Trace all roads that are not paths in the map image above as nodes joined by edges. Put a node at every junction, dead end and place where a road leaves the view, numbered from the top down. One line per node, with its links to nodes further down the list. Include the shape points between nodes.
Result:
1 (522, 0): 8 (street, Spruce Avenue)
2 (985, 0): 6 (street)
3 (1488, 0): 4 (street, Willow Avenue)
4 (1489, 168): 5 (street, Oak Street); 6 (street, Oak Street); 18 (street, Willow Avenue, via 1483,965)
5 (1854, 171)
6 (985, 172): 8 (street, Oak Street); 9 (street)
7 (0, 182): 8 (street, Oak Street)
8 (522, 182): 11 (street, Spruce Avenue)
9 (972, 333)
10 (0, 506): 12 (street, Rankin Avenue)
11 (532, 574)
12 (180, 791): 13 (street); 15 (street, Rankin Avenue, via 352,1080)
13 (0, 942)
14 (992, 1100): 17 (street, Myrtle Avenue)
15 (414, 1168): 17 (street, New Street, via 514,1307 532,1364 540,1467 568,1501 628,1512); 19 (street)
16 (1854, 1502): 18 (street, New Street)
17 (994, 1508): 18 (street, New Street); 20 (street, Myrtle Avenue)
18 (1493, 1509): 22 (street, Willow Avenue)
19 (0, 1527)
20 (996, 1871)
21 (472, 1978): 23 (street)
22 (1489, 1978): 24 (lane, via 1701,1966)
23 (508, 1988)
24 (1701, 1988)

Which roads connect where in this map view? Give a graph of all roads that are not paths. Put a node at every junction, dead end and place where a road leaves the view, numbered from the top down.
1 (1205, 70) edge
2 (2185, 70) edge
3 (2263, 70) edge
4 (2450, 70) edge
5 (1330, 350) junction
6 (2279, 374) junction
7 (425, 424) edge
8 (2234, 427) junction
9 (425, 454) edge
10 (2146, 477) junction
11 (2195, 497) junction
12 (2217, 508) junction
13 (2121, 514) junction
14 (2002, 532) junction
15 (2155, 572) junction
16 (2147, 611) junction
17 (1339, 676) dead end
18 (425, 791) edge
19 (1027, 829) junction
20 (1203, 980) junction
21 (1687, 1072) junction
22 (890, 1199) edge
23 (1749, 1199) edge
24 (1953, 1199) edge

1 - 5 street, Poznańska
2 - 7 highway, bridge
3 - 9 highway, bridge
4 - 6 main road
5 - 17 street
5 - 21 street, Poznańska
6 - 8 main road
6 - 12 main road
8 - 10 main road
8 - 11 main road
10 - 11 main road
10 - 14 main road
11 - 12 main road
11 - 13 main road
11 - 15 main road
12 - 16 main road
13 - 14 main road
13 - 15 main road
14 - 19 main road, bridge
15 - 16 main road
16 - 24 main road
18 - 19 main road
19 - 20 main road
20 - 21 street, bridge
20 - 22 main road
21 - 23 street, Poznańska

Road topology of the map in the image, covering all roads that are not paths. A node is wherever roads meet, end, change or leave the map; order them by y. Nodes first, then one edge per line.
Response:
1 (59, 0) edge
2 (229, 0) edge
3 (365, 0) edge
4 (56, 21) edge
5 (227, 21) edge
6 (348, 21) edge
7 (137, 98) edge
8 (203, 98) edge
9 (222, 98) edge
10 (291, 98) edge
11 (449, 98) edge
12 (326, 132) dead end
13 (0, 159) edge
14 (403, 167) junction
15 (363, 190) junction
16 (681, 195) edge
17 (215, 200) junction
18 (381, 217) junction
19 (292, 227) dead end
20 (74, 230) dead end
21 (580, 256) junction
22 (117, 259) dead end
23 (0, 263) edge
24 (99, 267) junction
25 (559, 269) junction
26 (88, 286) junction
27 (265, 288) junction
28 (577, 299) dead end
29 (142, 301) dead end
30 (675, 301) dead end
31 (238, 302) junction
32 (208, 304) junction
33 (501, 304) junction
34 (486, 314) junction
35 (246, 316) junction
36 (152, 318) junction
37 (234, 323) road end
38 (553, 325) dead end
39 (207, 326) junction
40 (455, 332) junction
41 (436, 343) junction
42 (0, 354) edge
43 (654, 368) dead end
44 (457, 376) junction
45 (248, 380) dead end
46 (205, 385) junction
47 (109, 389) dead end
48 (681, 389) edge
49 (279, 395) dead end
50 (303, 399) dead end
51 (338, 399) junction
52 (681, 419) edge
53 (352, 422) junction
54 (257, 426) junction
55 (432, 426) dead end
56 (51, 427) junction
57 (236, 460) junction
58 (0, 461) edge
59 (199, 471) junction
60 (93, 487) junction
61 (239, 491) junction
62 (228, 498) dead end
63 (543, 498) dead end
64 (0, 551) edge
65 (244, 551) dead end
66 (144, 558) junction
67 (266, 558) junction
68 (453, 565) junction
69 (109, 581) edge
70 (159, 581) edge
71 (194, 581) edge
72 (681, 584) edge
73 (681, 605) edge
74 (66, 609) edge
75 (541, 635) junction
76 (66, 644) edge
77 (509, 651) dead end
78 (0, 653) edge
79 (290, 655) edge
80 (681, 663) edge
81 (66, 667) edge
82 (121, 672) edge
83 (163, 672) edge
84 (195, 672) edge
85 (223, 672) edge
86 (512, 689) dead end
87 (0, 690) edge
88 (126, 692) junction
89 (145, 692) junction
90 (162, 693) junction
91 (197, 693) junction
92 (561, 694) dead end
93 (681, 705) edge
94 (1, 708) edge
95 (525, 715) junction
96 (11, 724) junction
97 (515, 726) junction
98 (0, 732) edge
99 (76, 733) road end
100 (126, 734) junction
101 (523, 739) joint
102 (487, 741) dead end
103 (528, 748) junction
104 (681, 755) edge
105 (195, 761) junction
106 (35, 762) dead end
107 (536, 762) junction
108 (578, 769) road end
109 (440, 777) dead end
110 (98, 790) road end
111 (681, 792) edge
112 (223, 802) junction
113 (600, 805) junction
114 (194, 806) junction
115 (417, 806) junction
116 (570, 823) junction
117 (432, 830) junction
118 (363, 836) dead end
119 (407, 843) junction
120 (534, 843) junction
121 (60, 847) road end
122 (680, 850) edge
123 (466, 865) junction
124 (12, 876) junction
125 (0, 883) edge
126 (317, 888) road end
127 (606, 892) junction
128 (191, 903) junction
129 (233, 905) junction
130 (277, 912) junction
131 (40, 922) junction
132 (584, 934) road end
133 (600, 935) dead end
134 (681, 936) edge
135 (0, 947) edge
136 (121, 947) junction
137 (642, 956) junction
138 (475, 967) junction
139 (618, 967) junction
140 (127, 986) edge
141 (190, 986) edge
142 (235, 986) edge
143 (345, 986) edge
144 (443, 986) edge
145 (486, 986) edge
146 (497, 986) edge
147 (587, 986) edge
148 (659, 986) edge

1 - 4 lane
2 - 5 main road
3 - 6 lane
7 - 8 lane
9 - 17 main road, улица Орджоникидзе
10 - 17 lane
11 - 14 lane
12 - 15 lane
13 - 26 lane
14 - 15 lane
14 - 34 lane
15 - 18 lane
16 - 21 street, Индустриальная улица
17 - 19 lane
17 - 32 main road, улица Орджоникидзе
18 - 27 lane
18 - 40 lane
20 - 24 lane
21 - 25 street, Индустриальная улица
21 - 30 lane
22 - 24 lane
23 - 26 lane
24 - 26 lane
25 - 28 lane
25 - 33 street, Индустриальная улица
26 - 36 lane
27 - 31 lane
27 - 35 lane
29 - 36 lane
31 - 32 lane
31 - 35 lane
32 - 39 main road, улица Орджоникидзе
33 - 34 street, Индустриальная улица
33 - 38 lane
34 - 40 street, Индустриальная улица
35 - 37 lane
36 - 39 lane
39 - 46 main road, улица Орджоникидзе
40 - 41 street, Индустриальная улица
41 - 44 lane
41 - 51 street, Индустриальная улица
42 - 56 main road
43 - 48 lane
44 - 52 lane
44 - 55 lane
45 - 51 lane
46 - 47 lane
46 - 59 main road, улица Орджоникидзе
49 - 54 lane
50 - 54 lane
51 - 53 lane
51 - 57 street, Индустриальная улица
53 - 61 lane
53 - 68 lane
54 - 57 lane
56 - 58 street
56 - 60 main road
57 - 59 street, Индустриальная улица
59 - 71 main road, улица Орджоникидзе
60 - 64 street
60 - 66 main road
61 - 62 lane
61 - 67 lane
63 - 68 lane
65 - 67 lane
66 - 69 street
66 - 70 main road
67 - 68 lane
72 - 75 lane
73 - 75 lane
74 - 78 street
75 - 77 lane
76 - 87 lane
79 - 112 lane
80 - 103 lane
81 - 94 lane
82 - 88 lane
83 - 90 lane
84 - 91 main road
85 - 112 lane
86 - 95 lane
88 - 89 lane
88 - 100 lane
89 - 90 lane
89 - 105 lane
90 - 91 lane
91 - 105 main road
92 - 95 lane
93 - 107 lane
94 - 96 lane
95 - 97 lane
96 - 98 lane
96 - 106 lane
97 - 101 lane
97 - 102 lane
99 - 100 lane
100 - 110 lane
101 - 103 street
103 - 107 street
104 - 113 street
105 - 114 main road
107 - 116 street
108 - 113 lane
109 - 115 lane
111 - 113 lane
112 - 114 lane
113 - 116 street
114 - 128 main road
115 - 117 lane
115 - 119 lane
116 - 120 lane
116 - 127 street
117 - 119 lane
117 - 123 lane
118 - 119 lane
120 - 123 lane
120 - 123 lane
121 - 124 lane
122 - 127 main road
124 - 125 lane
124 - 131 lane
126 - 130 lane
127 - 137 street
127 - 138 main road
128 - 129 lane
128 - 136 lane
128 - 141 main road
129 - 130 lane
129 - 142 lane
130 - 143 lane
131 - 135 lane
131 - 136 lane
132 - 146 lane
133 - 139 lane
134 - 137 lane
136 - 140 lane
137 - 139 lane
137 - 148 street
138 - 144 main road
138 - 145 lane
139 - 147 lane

*****

[Task to carry out] Please copy each line of the material that contains the word "highway".

[Output below]
2 - 7 highway, bridge
3 - 9 highway, bridge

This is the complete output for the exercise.